Certes, pour atteindre une « masse critique » de travailleurs formés, notre pays devrait avant tout rénover son Education nationale, et notamment achever le volet qualitatif de la massification scolaire en accroissant les dépenses consacrées à un meilleur suivi personnalisé de l’élève (développement des tutorats et du soutien individuel, réduction du nombre d’élèves par classe, en priorité). Mais cette augmentation des crédits à l’éducation n’a aujourd’hui presque aucune chance de faire l’objet d’un quelconque consensus politique, surtout dans un contexte de contrainte durable de nos finances publiques. Ainsi, les zones d’éducation prioritaires (ZEP) ont été récemment présentées comme un échec, sans qu’on précise qu’elles ne reçoivent que 10 % de moyens supplémentaires par rapport aux autres zones, contre 100 % de moyens supplémentaires dans les dispositifs équivalents de certains pays du nord de l’Europe. Or, les travaux de Thomas Piketty ont montré que passer de classes de 22 à 18 élèves en ZEP réduirait de 40 % l’écart de résultats au CE2 entre écoles en ZEP et hors ZEP.
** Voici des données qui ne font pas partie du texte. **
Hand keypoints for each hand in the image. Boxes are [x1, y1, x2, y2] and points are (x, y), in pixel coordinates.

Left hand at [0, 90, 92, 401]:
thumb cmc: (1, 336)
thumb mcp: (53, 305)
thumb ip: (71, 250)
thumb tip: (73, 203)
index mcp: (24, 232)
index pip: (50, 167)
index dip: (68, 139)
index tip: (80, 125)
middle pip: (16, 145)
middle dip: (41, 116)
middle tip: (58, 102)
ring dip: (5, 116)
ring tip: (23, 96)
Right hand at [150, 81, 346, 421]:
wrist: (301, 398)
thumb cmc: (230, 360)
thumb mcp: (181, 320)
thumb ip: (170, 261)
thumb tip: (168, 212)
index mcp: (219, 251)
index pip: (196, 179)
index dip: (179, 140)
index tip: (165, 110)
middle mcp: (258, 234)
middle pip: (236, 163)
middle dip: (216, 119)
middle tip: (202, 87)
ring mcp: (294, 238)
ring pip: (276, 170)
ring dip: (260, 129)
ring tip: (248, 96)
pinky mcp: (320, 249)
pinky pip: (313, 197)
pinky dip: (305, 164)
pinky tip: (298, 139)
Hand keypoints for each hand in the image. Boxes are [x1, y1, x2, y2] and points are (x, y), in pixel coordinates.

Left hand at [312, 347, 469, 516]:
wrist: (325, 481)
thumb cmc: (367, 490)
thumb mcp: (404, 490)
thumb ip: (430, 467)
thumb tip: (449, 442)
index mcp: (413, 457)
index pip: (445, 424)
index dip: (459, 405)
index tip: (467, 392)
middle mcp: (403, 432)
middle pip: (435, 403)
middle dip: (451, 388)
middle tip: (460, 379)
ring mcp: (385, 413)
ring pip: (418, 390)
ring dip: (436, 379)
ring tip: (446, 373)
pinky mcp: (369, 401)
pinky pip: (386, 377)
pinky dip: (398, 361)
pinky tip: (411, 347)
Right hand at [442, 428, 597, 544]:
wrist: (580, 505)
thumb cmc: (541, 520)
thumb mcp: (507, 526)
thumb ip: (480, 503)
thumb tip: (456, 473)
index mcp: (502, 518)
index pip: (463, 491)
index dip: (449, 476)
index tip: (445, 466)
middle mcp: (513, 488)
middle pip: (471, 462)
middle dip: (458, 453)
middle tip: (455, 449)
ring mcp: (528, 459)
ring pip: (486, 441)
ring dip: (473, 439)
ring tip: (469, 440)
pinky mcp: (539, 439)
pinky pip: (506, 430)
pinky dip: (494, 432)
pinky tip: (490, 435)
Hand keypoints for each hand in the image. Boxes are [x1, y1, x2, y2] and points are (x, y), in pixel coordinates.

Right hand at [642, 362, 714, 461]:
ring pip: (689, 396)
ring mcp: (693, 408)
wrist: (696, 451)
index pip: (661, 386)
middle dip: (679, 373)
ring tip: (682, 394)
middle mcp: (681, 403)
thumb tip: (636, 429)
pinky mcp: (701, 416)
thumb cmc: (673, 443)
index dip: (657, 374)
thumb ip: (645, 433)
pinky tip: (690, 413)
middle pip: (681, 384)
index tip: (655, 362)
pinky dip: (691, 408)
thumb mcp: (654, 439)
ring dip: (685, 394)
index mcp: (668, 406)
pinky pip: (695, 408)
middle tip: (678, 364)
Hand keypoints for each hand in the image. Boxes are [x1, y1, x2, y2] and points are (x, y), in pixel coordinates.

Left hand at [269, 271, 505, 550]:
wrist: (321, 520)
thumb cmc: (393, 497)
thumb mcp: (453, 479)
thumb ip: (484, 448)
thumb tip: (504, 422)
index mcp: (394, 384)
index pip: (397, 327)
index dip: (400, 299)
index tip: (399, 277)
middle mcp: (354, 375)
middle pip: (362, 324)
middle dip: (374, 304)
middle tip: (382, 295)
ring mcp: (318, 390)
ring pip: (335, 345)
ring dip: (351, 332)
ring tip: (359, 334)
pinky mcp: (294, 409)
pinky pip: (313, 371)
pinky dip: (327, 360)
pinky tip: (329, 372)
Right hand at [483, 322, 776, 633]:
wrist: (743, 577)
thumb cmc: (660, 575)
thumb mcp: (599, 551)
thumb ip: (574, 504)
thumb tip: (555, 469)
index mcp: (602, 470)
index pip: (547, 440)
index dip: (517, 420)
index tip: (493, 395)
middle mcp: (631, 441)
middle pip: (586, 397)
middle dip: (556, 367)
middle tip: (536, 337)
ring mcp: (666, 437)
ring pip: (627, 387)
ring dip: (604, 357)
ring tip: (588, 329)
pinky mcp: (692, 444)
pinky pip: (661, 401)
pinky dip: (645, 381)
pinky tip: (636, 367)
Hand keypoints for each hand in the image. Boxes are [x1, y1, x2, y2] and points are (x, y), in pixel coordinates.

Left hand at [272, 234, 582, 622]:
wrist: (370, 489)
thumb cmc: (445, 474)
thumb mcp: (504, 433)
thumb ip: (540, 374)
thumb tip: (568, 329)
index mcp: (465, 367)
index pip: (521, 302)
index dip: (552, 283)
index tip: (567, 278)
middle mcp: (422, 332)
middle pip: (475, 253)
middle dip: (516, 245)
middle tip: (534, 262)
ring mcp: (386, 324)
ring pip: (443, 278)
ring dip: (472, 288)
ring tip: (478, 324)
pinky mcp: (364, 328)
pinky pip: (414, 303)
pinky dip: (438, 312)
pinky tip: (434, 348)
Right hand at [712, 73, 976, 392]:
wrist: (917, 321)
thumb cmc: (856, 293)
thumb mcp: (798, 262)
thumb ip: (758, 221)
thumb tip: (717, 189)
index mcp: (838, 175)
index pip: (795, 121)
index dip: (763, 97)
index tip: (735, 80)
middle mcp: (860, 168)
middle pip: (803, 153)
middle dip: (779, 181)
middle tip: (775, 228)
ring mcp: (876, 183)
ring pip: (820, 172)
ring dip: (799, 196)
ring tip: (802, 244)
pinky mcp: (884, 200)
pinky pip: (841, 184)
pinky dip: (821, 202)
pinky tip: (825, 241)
Par conséquent, il convient désormais d’agir sur le temps périscolaire et postscolaire. Pour une heure passée sur les bancs de l’école, un élève français en passe quatre hors de la classe. A cet égard, l’environnement socio-culturel est un déterminant trop discriminant pour être négligé davantage par la puissance publique. La défiscalisation partielle du soutien scolaire privé ne permet pas à elle seule d’agir massivement en direction des familles modestes. Il faut envisager de développer un corps de professeurs volontaires spécialisés dans le soutien scolaire, encourager des associations d’aide aux devoirs ou de parrainage (notamment parmi les seniors et les étudiants), mieux coordonner les activités des centres de loisirs avec le corps enseignant, multiplier les sorties culturelles hors temps de classe, étendre les heures d’« études » après l’école, ou même augmenter les capacités d’internat pour aider les familles les plus en difficulté. Enfin, pour les jeunes sortis de l’école sans diplôme, il est nécessaire de créer de véritables écoles de la deuxième chance permettant de concilier vie active et préparation de diplômes (CAP, BEP, bac pro ou général), améliorer l’information sur les droits à la formation du salarié dans les entreprises ou les préparations aux concours internes dans les administrations, mais surtout populariser la validation des acquis de l’expérience. La formation initiale ne doit plus rester la pierre de touche de la valeur des travailleurs, au détriment de l’expérience et de la formation continue.
Il n’y a aucune fatalité à ce que l’élève en difficulté devienne un travailleur mésestimé, il s’agit donc de valoriser la volonté de mieux se former, et d’offrir à chacun cette possibilité tout au long de son parcours professionnel. De toute évidence, l’adoption urgente de mesures en faveur d’une meilleure formation des jeunes ne traduirait pas seulement le choix de l’équité face à celui de la fracture éducative, mais également le choix de la performance face à celui de l’impréparation aux défis économiques à venir.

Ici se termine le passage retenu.